Abdul Hameed A (11 months ago)
1. Communication skills 2. start comparing myself and my self limiting belief overtakes from there 3. lack of General awareness
John Noe (11 months ago)
Great vid! My issue: Talking to people who are bad listeners -> I am forced into Question mode and can never get my own stuff in and have to resort to jokes. Question: Assuming I can commo/story-tell half-decently, how do I make a non-listener (read: someone bad at social skills) listen? Tks! Also: 5 yrs later, is that contest still in play? ;-)
Mami Burger (11 months ago)
127 pounds and the dimensions of a super model? I'M 107 LBS ON A GOOD DAY LOL
applejuice (1 year ago)
I don't know what happened to me I used to be outgoing,loud and I talked way too much and now I'm awkward,shy and I can't keep a conversation going.At school everyone is just talking and I can't make covnersation but I do try but then I have absolutely nothing to talk about,it's very boring I tried talking about class because that's beginner but then idk what else
Jayadev Behera (1 year ago)
Mumbling
Sy Hoang (1 year ago)
still wondering why his skin is so different from the other vids??

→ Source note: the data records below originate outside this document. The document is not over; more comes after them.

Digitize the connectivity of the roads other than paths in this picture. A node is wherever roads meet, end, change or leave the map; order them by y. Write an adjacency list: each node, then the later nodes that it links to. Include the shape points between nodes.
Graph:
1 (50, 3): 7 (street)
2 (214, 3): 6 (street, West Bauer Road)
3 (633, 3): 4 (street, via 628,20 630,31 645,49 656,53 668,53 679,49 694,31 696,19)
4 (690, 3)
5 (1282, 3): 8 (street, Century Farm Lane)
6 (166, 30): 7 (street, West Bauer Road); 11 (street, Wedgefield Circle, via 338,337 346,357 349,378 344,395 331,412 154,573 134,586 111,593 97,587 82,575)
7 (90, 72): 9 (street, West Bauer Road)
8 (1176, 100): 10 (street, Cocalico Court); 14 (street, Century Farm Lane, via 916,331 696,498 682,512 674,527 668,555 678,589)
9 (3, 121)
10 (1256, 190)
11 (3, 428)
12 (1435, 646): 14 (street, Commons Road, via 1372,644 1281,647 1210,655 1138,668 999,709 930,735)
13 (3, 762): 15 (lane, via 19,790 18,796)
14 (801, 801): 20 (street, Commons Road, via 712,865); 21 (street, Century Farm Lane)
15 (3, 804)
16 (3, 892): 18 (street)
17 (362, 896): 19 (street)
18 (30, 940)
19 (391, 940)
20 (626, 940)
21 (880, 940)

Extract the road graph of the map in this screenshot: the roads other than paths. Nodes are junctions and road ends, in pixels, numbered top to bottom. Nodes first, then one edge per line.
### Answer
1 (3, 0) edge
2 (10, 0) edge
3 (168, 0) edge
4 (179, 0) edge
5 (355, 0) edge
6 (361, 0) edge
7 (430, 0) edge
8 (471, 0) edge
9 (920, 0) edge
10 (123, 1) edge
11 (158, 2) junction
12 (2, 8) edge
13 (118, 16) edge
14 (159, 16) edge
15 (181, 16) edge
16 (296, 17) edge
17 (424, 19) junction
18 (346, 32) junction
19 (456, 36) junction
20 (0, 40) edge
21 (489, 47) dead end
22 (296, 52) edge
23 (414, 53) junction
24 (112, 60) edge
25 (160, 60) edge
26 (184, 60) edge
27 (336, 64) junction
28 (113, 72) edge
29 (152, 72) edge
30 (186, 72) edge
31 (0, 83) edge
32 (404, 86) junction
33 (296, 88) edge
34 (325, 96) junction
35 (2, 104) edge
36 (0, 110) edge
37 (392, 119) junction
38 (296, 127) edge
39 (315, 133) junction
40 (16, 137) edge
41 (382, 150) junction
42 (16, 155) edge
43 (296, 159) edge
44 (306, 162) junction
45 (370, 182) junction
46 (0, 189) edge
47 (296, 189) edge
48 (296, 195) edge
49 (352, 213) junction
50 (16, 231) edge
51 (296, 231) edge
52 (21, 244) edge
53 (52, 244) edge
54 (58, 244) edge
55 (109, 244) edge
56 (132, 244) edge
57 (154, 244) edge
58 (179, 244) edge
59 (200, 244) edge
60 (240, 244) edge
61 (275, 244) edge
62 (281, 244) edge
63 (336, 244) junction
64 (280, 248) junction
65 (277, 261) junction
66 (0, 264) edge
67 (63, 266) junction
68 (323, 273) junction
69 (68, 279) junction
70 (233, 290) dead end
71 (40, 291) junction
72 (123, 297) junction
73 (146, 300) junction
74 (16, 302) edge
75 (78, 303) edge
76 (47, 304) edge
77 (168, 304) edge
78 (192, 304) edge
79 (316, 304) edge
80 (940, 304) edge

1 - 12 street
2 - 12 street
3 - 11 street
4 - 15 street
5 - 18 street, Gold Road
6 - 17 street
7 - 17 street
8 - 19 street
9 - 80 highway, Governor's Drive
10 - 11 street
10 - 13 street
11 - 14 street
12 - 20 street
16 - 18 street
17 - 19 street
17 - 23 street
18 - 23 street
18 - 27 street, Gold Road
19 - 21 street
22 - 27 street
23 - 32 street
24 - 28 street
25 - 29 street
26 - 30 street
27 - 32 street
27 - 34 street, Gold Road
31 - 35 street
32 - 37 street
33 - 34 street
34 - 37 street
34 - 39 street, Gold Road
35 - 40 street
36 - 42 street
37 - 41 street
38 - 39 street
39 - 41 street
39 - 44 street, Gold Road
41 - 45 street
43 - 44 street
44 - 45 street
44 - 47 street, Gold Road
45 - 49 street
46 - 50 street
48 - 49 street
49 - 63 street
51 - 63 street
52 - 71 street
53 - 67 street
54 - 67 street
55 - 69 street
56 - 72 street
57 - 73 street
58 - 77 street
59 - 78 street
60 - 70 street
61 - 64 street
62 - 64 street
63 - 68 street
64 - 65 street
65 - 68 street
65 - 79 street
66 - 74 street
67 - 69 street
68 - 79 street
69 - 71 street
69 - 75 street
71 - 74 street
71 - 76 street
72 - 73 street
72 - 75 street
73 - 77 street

Jaraxxas You face (1 year ago)
My weakness in social is that I am very blunt and not good at sugar coating the truth, for example: ‘I told a emotionally sensitive friend that, no one but your parents have to care about you, no one has the duty to care about anyone but themselves, since every human being lives for themselves’ Then of course the friend got very sad afterwards, and for the rest of the month, become very sensitive about how people around thinks of the friend.(please make a video (if possible) about sugar coating truth people don’t want to know, or explain it in different ways, due to my bitter and straightforward personality, many people around me have been hurt, and there’s always a sense of awareness between me and everyone around me. (Thank you if you read this, and I’d rather have a helpful video than a trip to New York)

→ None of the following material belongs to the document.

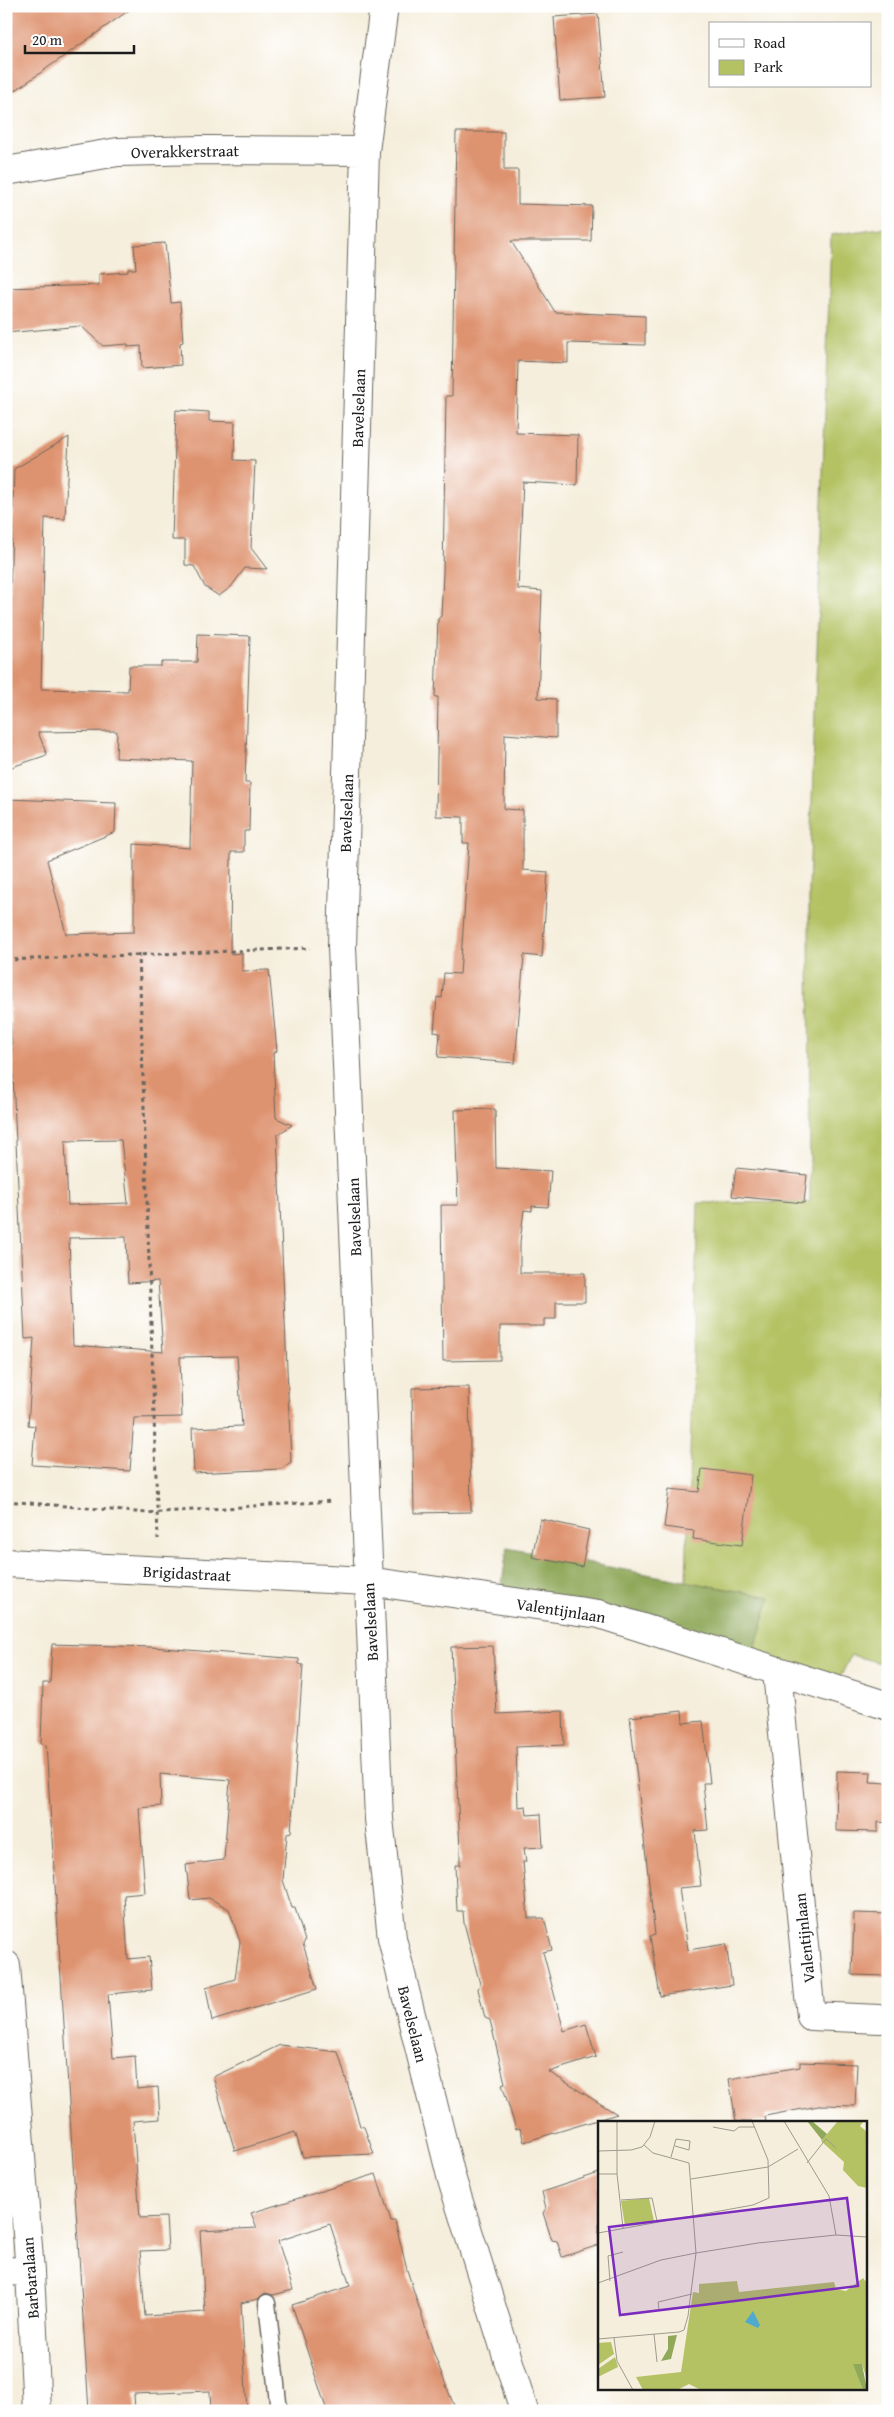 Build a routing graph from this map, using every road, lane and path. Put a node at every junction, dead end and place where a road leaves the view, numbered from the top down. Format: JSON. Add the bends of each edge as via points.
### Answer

Jaraxxas You face (1 year ago)
Which is deadly
Jaraxxas You face (1 year ago)
And I am not good at filtering the informations I should say to different people
MrFlame2906 (1 year ago)
Hey, im really amazed at how well organized your tutorial is and am surprised at how you answer a question that's been on my mind for years. I've been sheltered as a child and as a result developed terrible social skills but I've always tried to improve myself by asking adults and talking to peers. They were helpful in their own ways but just didn't have the answer I was looking for. Overall, this was definitely a good first step, keep up the great work, and I will continue to look into your videos in the future.
John K (1 year ago)
Okay, great, but seriously... What was that guy on about with the hot sauce..?
Omar Monnoo (1 year ago)
Thanks for these tips.
Leon Van Les (1 year ago)
Maaan, helpful tips Ramit! Thanks , that will help :)
Don Maniego (1 year ago)
freak of nature.. like a freaking genius
Don Maniego (1 year ago)
you use to be a freak of nature. nothing changed really.
SlinkHail X (1 year ago)
I will stare at you and then walk away that's what I do
Slater Winters (1 year ago)
Everyone thinks im weird and doesnt let me anywhere near their everyday happenings and will not ever tell me why. I never really speak because of it. Ive been in the behavioral health hospital once for catatonia and a second time for social skills. I feel like id have a chance if everyone just gave me a chance to make mistakes but all i have for that is my godsister. Its gotten to the point where ill try to move out of her way or something and shell yell at me saying im doing it on purpose. I absolutely have no way to begin this videos teachings on her because she has this preconception of me that ill never get it and she is too frustrated to help me. Her friends are starting to not show up to parties because im there. Of witch im always the guy standing alone, trying not to look like im jumping out of my face trying to talk to literally anybody.